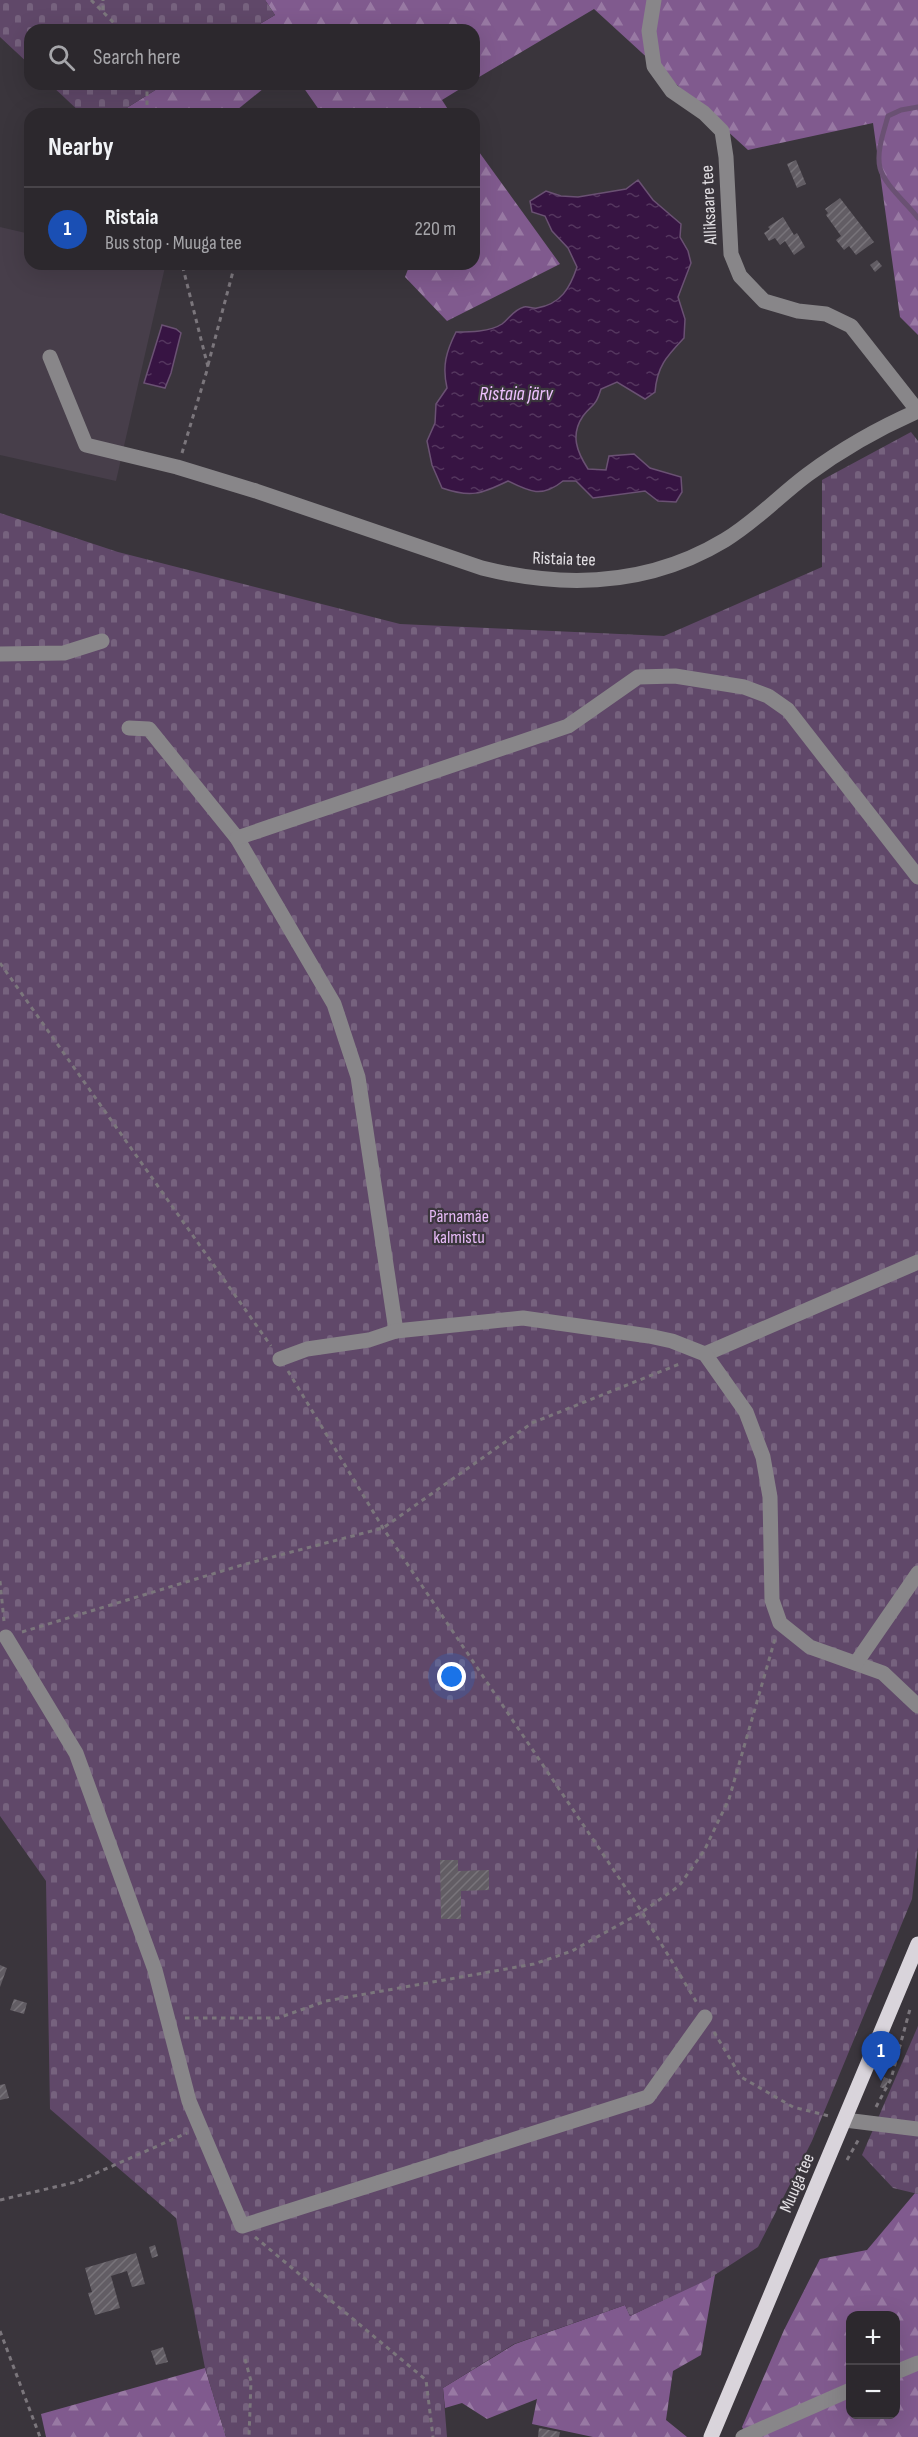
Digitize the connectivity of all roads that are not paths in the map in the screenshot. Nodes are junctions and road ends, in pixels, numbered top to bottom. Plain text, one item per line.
1 (654, 0) edge
2 (50, 357) dead end
3 (918, 411) edge
4 (102, 641) dead end
5 (0, 654) edge
6 (129, 728) dead end
7 (237, 838) junction
8 (918, 876) edge
9 (918, 1262) edge
10 (396, 1331) junction
11 (705, 1354) junction
12 (280, 1359) road end
13 (918, 1573) edge
14 (6, 1637) road end
15 (856, 1663) junction
16 (918, 1706) edge
17 (918, 1944) edge
18 (705, 2017) road end
19 (845, 2120) junction
20 (918, 2129) edge
21 (918, 2363) edge
22 (900, 2370) edge
23 (846, 2392) edge
24 (711, 2437) edge
25 (743, 2437) edge

1 - 3 street, Alliksaare tee
2 - 3 street, Ristaia tee
4 - 5 street
6 - 7 street
7 - 8 street
7 - 10 street
9 - 11 street
10 - 11 street
10 - 12 street
11 - 15 street
13 - 15 street
14 - 18 street
15 - 16 street
17 - 19 main road, Muuga tee
19 - 20 street
19 - 24 main road, Muuga tee
21 - 22 street
23 - 25 street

• Work to be completed:
Set every record down verbatim. No pictures belong in the copy.

• Answer to this exercise:
Digitize the connectivity of all roads that are not paths in the map in the screenshot. Nodes are junctions and road ends, in pixels, numbered top to bottom. Plain text, one item per line.
1 (654, 0) edge
2 (50, 357) dead end
3 (918, 411) edge
4 (102, 641) dead end
5 (0, 654) edge
6 (129, 728) dead end
7 (237, 838) junction
8 (918, 876) edge
9 (918, 1262) edge
10 (396, 1331) junction
11 (705, 1354) junction
12 (280, 1359) road end
13 (918, 1573) edge
14 (6, 1637) road end
15 (856, 1663) junction
16 (918, 1706) edge
17 (918, 1944) edge
18 (705, 2017) road end
19 (845, 2120) junction
20 (918, 2129) edge
21 (918, 2363) edge
22 (900, 2370) edge
23 (846, 2392) edge
24 (711, 2437) edge
25 (743, 2437) edge

1 - 3 street, Alliksaare tee
2 - 3 street, Ristaia tee
4 - 5 street
6 - 7 street
7 - 8 street
7 - 10 street
9 - 11 street
10 - 11 street
10 - 12 street
11 - 15 street
13 - 15 street
14 - 18 street
15 - 16 street
17 - 19 main road, Muuga tee
19 - 20 street
19 - 24 main road, Muuga tee
21 - 22 street
23 - 25 street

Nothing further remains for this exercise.